TASK TO COMPLETE ::
Reproduce every line in the material below that holds "Laurentides".

EXTRACTED RECORDS ::
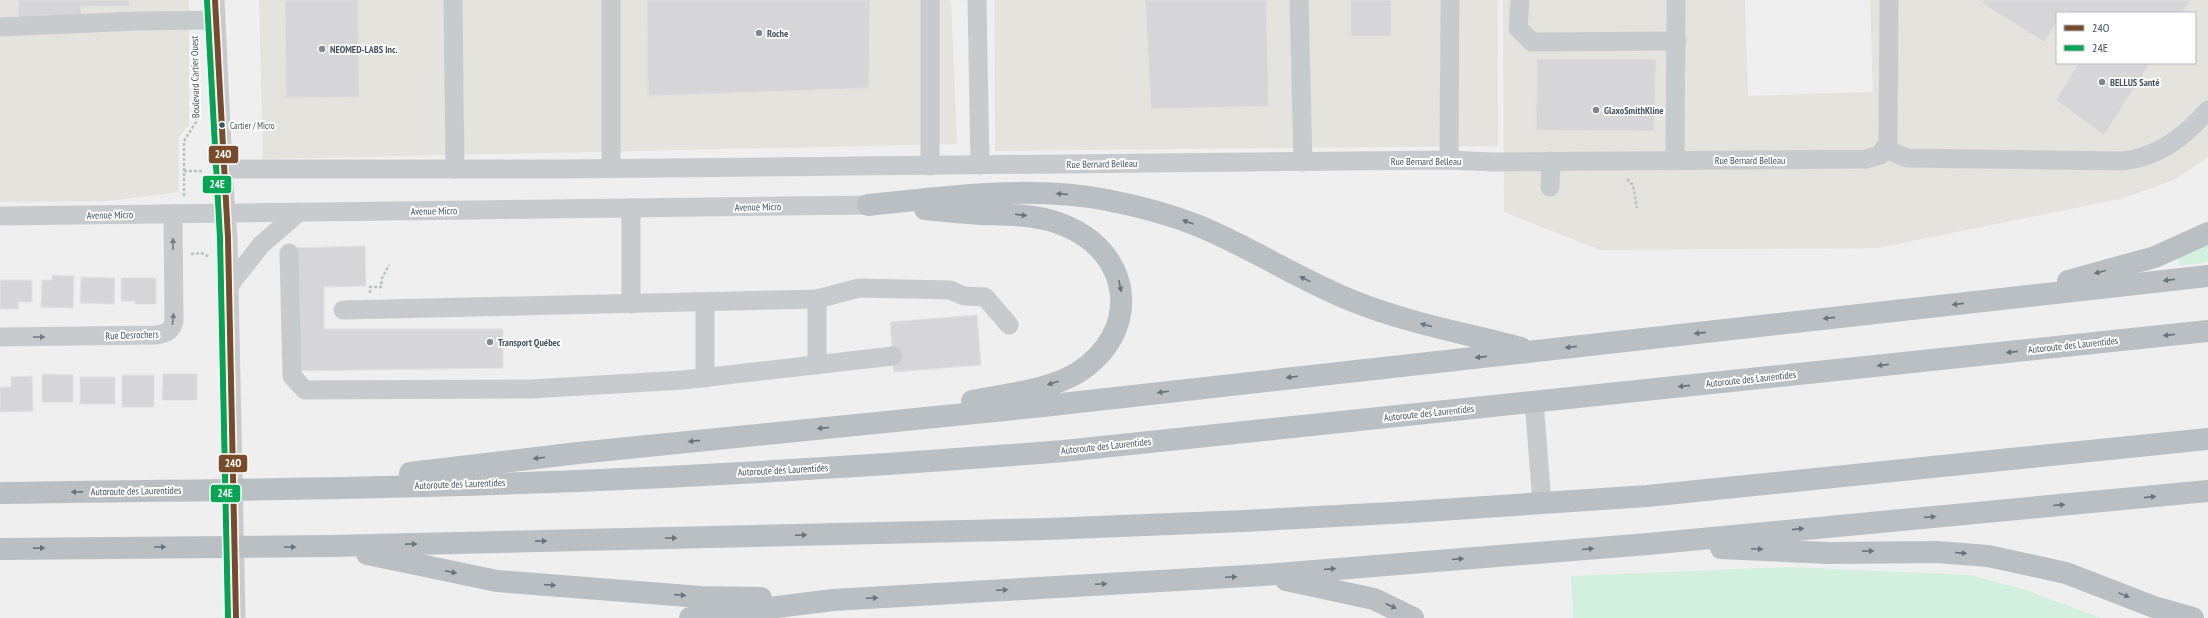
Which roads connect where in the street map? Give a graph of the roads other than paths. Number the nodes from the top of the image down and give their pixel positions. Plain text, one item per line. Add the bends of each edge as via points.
1 (215, 0) edge
2 (453, 0) edge
3 (611, 0) edge
4 (930, 0) edge
5 (977, 0) edge
6 (1299, 0) edge
7 (1450, 0) edge
8 (1520, 0) edge
9 (1676, 0) edge
10 (1889, 0) edge
11 (216, 20) junction
12 (0, 27) edge
13 (1677, 41) junction
14 (2208, 110) edge
15 (1885, 149) junction
16 (1449, 160) junction
17 (1675, 160) junction
18 (1551, 161) junction
19 (1303, 162) junction
20 (980, 165) junction
21 (930, 166) junction
22 (611, 168) junction
23 (223, 169) junction
24 (455, 169) junction
25 (1550, 187) dead end
26 (868, 205) junction
27 (632, 208) junction
28 (299, 212) junction
29 (226, 213) junction
30 (173, 214) junction
31 (0, 216) edge
32 (2208, 233) edge
33 (289, 253) dead end
34 (2208, 276) edge
35 (228, 287) junction
36 (817, 300) junction
37 (1997, 300) junction
38 (705, 302) junction
39 (630, 304) junction
40 (343, 310) dead end
41 (1009, 325) dead end
42 (2208, 331) edge
43 (0, 337) edge
44 (1534, 351) junction
45 (893, 356) dead end
46 (817, 365) junction
47 (705, 378) junction
48 (1534, 401) junction
49 (862, 424) junction
50 (2208, 439) edge
51 (270, 490) junction
52 (2208, 491) edge
53 (0, 493) edge
54 (1542, 503) junction
55 (1648, 544) junction
56 (330, 546) junction
57 (0, 549) edge
58 (1263, 575) junction
59 (833, 600) junction
60 (2154, 607) junction
61 (236, 618) edge
62 (690, 618) edge
63 (1413, 618) edge
64 (2174, 618) edge
65 (2193, 618) edge

1 - 11 street
2 - 24 street
3 - 22 street
4 - 21 street
5 - 20 street
6 - 19 street
7 - 16 street
8 - 13 street via 1518,28 1532,42
9 - 13 street
10 - 15 street via 1889,136
11 - 12 street
11 - 23 street
13 - 17 street
14 - 15 street via 2193,126 2164,148 2147,157 2122,161 1907,158
15 - 17 street, Rue Bernard Belleau via 1880,155 1866,159
16 - 18 street, Rue Bernard Belleau
16 - 19 street, Rue Bernard Belleau
17 - 18 street, Rue Bernard Belleau
18 - 25 street
19 - 20 street, Rue Bernard Belleau
20 - 21 street, Rue Bernard Belleau
21 - 22 street, Rue Bernard Belleau
22 - 24 street, Rue Bernard Belleau
23 - 24 street, Rue Bernard Belleau
23 - 29 street
26 - 27 street, Avenue Micro
44 -> 26 highway via 1411,321 1371,308 1327,290 1198,225 1130,204 1084,196 982,193
26 -> 49 highway via 1015,215 1058,223 1084,236 1102,251 1116,274 1122,301 1119,322 1106,348 1089,364 1066,378 1037,387
27 - 28 street, Avenue Micro
27 - 39 street
28 - 29 street, Avenue Micro
28 - 35 street via 261,245
29 - 30 street, Avenue Micro
29 - 35 street
30 - 31 street, Avenue Micro
43 -> 30 street, Rue Desrochers via 166,333 174,320
32 -> 37 highway via 2155,257
33 - 47 street via 292,376 305,390 531,389
34 -> 37 highway
35 - 61 street
36 - 38 street
36 - 41 street via 859,288 950,290 964,296 985,297
36 - 46 street
37 -> 44 highway
38 - 39 street
38 - 47 street
39 - 40 street
42 -> 48 highway, Autoroute des Laurentides
44 -> 49 highway
45 - 46 street
46 - 47 street
48 - 51 highway, Autoroute des Laurentides via 939,462 577,481
48 - 54 street
49 -> 51 highway via 578,453
50 - 54 highway via 1741,488
51 -> 53 highway, Autoroute des Laurentides
55 -> 52 highway
56 -> 54 highway via 1048,529 1244,521
58 -> 55 highway
55 -> 60 highway via 1829,553 1908,551 1988,556 2066,573
57 -> 56 highway
56 -> 59 highway via 497,582 702,597
59 -> 58 highway
58 -> 63 highway via 1366,597
59 - 62 highway
60 - 64 highway
60 - 65 highway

SOLUTION ::
42 -> 48 highway, Autoroute des Laurentides
48 - 51 highway, Autoroute des Laurentides via 939,462 577,481
51 -> 53 highway, Autoroute des Laurentides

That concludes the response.